Autocobrança: quando exigir demais de si vira sintoma
Existe uma voz que acorda com você. Ela revisa o que você fez ontem, aponta o que faltou, cobra o que ainda nem começou. Ela se veste de responsabilidade — mas repare: ela nunca elogia, nunca descansa e nunca acha que foi suficiente.
Responsabilidade constrói. Autocobrança corrói.
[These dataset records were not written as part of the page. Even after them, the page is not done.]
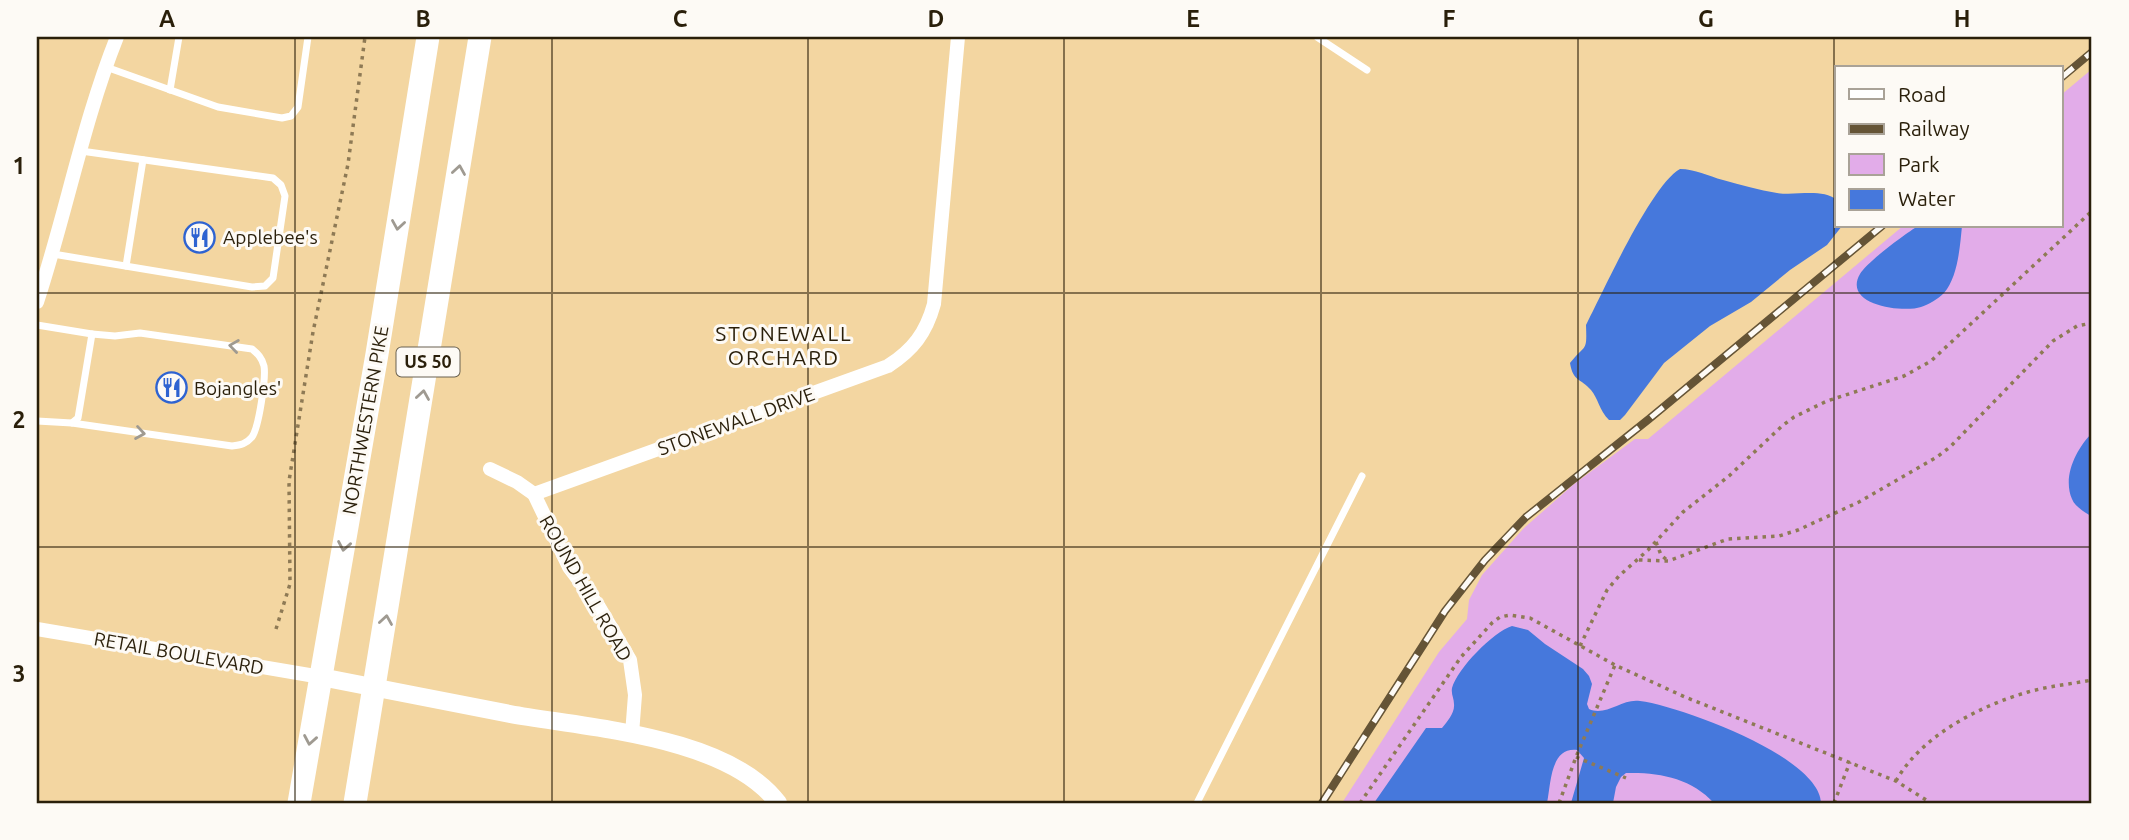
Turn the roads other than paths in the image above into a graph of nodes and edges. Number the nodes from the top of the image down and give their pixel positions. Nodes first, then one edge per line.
1 (117, 37) edge
2 (179, 37) edge
3 (308, 37) edge
4 (428, 37) edge
5 (480, 37) edge
6 (958, 37) edge
7 (1317, 37) edge
8 (105, 67) junction
9 (1367, 70) dead end
10 (170, 90) junction
11 (81, 151) junction
12 (143, 160) junction
13 (53, 254) junction
14 (126, 266) junction
15 (37, 302) edge
16 (37, 325) edge
17 (92, 334) junction
18 (37, 421) edge
19 (72, 423) junction
20 (490, 469) dead end
21 (1362, 476) dead end
22 (534, 494) junction
23 (37, 629) edge
24 (321, 677) junction
25 (374, 687) junction
26 (632, 734) junction
27 (299, 803) edge
28 (355, 803) edge
29 (778, 803) edge
30 (1197, 803) edge

1 - 8 street
2 - 10 lane
3 - 10 lane
4 -> 24 main road, NORTHWESTERN PIKE / US 50
25 -> 5 main road, US 50
6 - 22 street, STONEWALL DRIVE
7 - 9 lane
8 - 10 lane
8 - 11 street
11 - 12 lane
11 - 13 street
12 - 14 lane
12 - 14 lane
13 - 14 lane
13 - 15 street
16 - 17 lane
17 - 19 lane
19 -> 17 lane
18 - 19 lane
20 - 22 street, ROUND HILL ROAD
21 - 30 lane
22 - 26 street, ROUND HILL ROAD
23 - 24 street, RETAIL BOULEVARD
24 - 25 street
24 -> 27 main road, NORTHWESTERN PIKE / US 50
25 - 26 street
25 - 28 main road, US 50
26 - 29 street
A diferença não está na quantidade de coisas que você faz, e sim em como você se trata enquanto faz.
Como a autocobrança vira sintoma
A exigência excessiva costuma aparecer junto com sinais físicos e emocionais que muita gente não conecta a ela:
- ansiedade que aumenta justamente nos momentos de pausa;
- culpa ao descansar, como se parar fosse falhar;
- insônia de véspera — a mente ensaiando o dia seguinte;
- tensão crônica em ombros, pescoço e mandíbula;
- a sensação de nunca estar pronta, mesmo com tudo feito.
Quando descansar dói mais do que trabalhar, a cobrança deixou de ser motivação e virou sintoma.
De onde vem essa voz
Ninguém nasce se cobrando. Essa voz é aprendida — em geral muito cedo, quando o afeto parecia condicionado ao desempenho: ser boa aluna, dar conta, não dar trabalho. O corpo aprende que valor se conquista com esforço, e que parar é perigoso.
Por isso a autocobrança não se resolve com organização ou produtividade. Ela se resolve com escuta: entender a que essa exigência veio, o que ela protege, e quem você teme decepcionar quando desacelera.
Um primeiro passo prático
Hoje, quando a voz cobrar, experimente responder com uma pergunta: “eu falaria assim com alguém que eu amo?”. Se a resposta for não, você acabou de encontrar a linha — o ponto onde a responsabilidade termina e o autoabandono começa.
É desse lado da linha que o trabalho terapêutico acontece.
Este texto tem caráter informativo e não substitui acompanhamento médico ou psicológico.